[DATA LISTING]
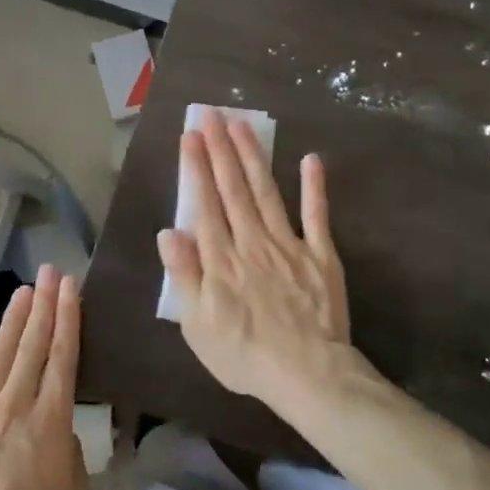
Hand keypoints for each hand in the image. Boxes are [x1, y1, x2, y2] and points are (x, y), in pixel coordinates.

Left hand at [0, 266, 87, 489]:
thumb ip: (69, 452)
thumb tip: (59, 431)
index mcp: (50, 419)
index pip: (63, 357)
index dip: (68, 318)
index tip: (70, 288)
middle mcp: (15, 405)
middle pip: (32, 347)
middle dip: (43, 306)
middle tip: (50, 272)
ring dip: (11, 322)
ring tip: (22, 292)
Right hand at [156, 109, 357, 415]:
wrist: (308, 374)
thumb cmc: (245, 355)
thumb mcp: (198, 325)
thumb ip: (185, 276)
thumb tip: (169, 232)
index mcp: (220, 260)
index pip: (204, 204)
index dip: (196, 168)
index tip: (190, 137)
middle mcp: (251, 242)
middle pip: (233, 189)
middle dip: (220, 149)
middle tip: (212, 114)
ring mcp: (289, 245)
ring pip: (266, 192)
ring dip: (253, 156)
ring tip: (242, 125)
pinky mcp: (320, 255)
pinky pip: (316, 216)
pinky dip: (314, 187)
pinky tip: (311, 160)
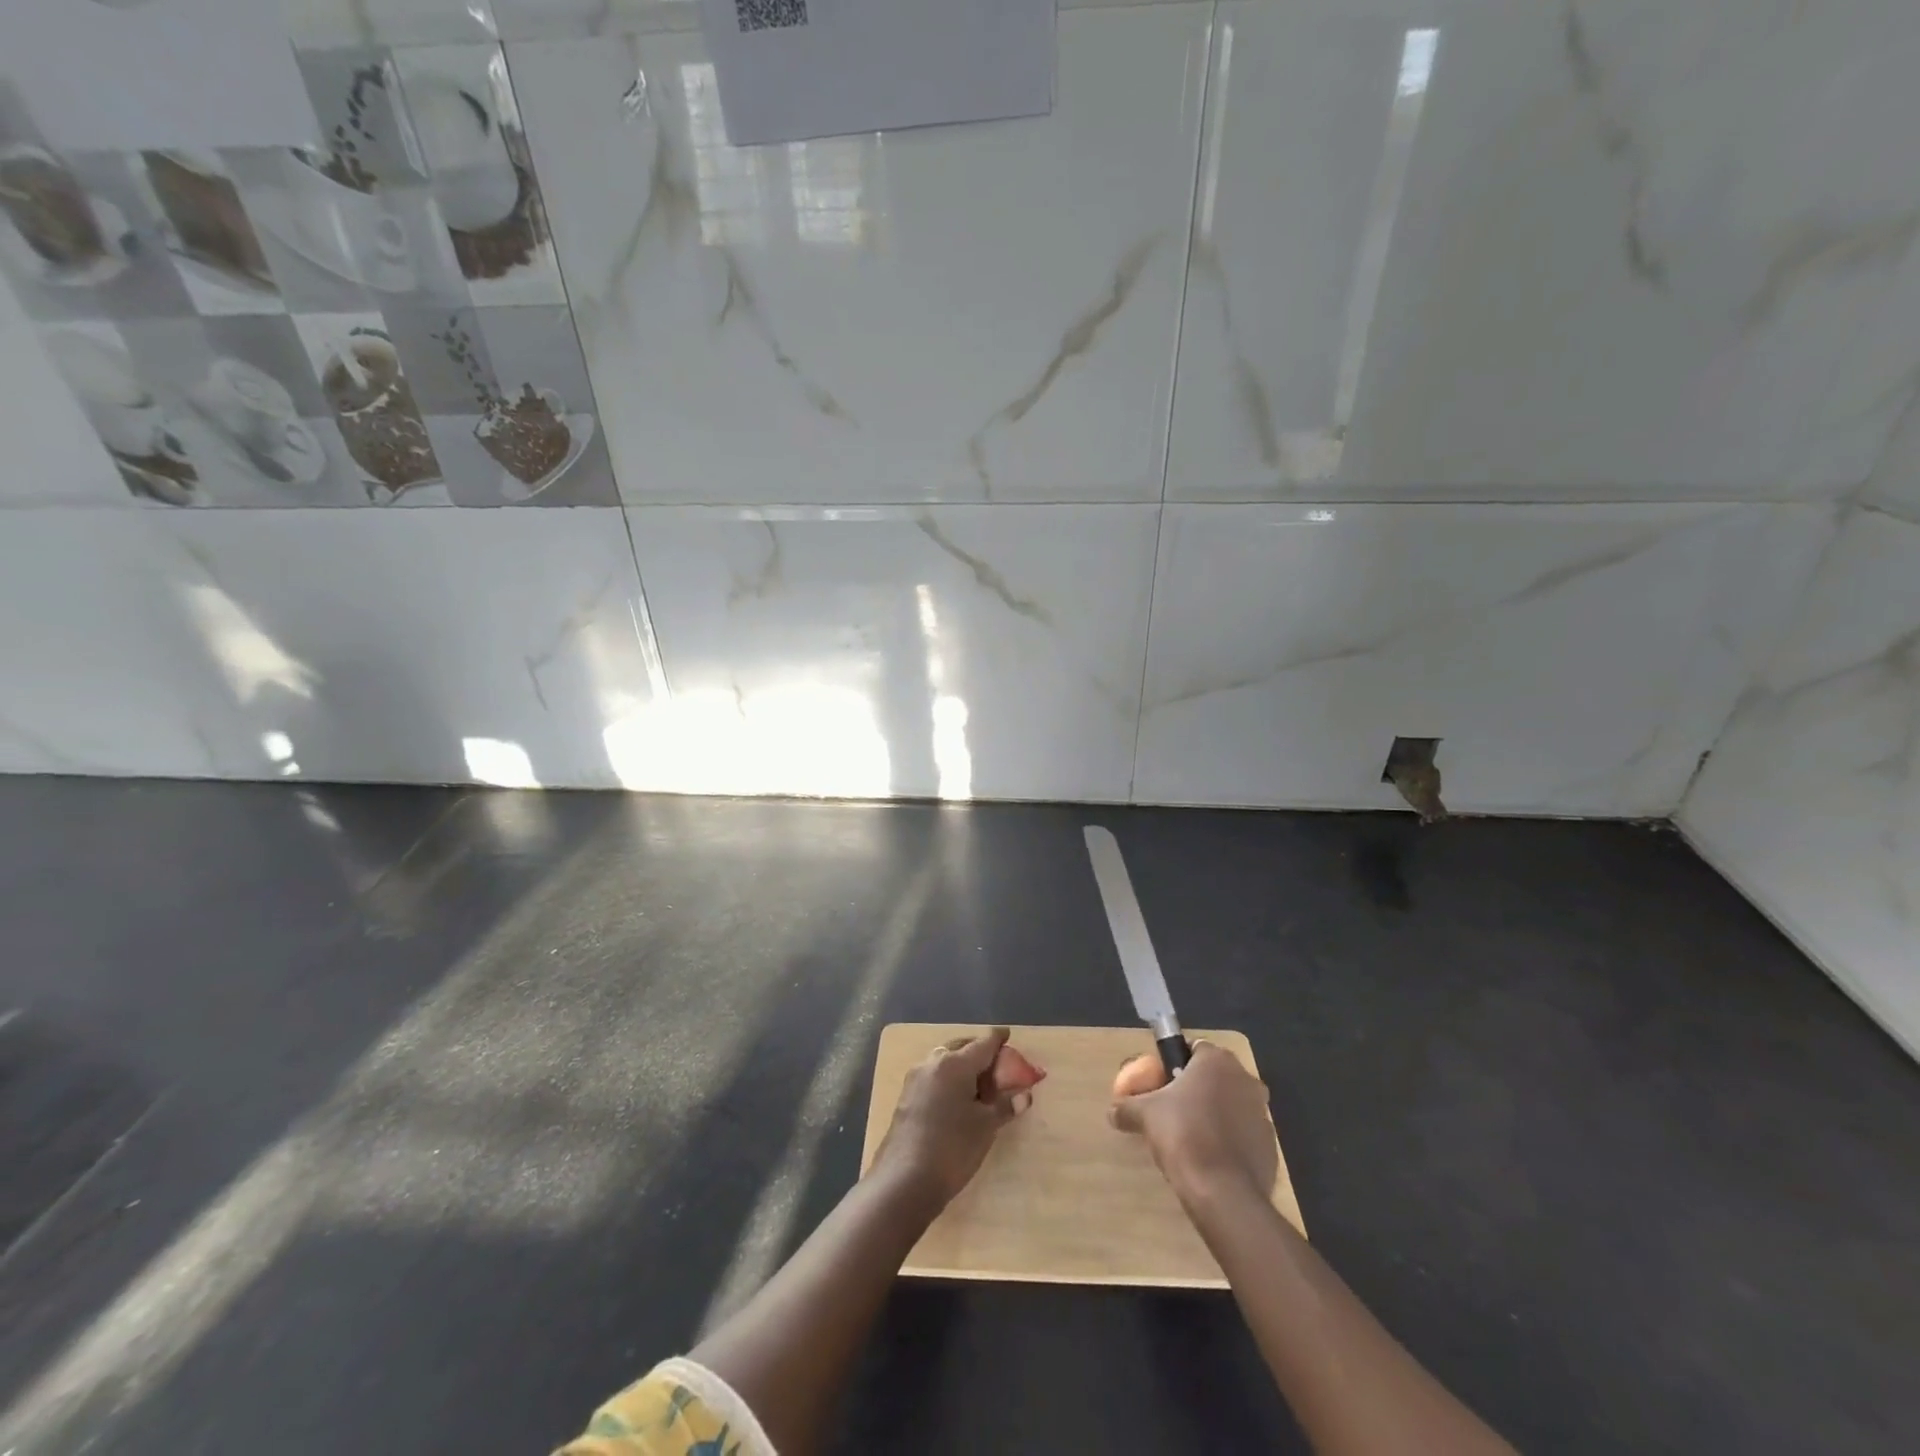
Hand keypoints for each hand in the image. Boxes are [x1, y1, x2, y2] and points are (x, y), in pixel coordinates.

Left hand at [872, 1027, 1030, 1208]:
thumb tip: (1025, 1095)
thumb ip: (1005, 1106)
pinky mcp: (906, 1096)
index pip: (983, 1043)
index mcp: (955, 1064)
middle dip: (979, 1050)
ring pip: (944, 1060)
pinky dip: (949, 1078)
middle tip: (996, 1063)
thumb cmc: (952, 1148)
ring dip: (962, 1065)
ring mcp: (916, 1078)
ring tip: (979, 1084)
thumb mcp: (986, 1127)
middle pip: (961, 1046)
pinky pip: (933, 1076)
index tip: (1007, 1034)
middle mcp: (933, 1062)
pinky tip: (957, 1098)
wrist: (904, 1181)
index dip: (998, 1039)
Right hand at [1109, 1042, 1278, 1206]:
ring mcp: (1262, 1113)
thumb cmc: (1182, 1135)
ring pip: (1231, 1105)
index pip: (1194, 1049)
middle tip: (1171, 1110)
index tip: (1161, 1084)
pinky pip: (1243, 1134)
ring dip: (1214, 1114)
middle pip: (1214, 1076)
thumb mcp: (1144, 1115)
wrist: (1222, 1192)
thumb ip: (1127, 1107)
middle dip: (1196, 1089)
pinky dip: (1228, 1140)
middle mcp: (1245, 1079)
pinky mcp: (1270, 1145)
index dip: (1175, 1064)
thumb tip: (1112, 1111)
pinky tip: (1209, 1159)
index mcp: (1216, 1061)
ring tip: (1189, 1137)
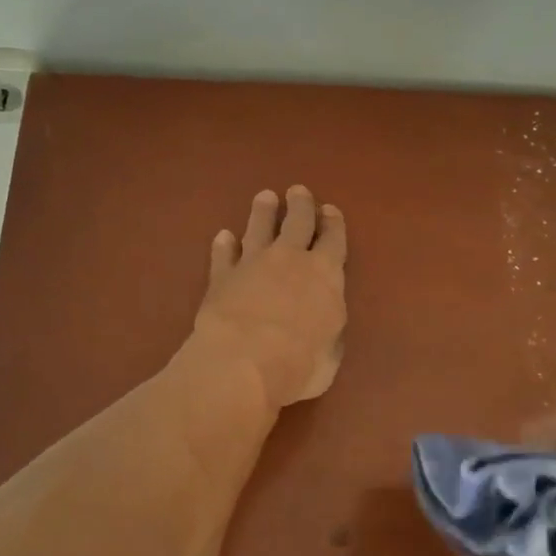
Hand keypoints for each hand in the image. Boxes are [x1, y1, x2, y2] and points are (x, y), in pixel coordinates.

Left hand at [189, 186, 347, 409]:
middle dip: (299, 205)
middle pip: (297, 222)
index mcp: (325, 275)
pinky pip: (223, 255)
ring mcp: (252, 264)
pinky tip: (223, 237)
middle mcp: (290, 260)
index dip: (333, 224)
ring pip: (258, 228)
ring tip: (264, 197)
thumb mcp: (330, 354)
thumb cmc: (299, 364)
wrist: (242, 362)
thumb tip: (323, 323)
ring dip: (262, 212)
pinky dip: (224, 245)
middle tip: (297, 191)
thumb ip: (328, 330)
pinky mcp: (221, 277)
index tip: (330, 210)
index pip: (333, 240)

[WORK TO BE COMPLETED]
Repeat only the lines between the top of the entries above and the line containing "thumb ip: (1005, 1106)", both ends included, without the pictures.

[SOLUTION TO THIS EXERCISE]
Hand keypoints for each hand in the image. Boxes are [x1, y1, x2, y2] and points are (x, y), in pixel coordinates.

Left hand at [0, 266, 87, 489]:
thumb ip: (69, 452)
thumb tip: (59, 431)
index mcp: (50, 419)
index pip: (63, 357)
index dip: (68, 318)
index tip: (70, 288)
middle mcp: (15, 405)
middle pip: (32, 347)
middle dip: (43, 306)
middle tip: (50, 272)
ring dip: (11, 322)
ring tip: (22, 292)
Right hand at [156, 109, 357, 415]:
wrist: (308, 374)
thumb cmc: (245, 355)
thumb mcp: (198, 325)
thumb ip: (185, 276)
thumb tip: (169, 232)
index mcp: (220, 260)
index pip: (204, 204)
index dip: (196, 168)
index tip: (190, 137)
middle mcp: (251, 242)
middle pip: (233, 189)
middle dip: (220, 149)
middle tip: (212, 114)
ring mcp: (289, 245)
ring pip: (266, 192)
ring dip: (253, 156)
ring tip: (242, 125)
pinky mcp: (320, 255)
pinky pip: (316, 216)
pinky dip: (314, 187)
pinky tip: (311, 160)
Hand keypoints for each hand in the image. Boxes are [x1, y1, x2, y2] and points are (x, y), in pixel coordinates.

Left hand at [872, 1027, 1030, 1208]:
thumb tip: (1025, 1095)
thumb ip: (1005, 1106)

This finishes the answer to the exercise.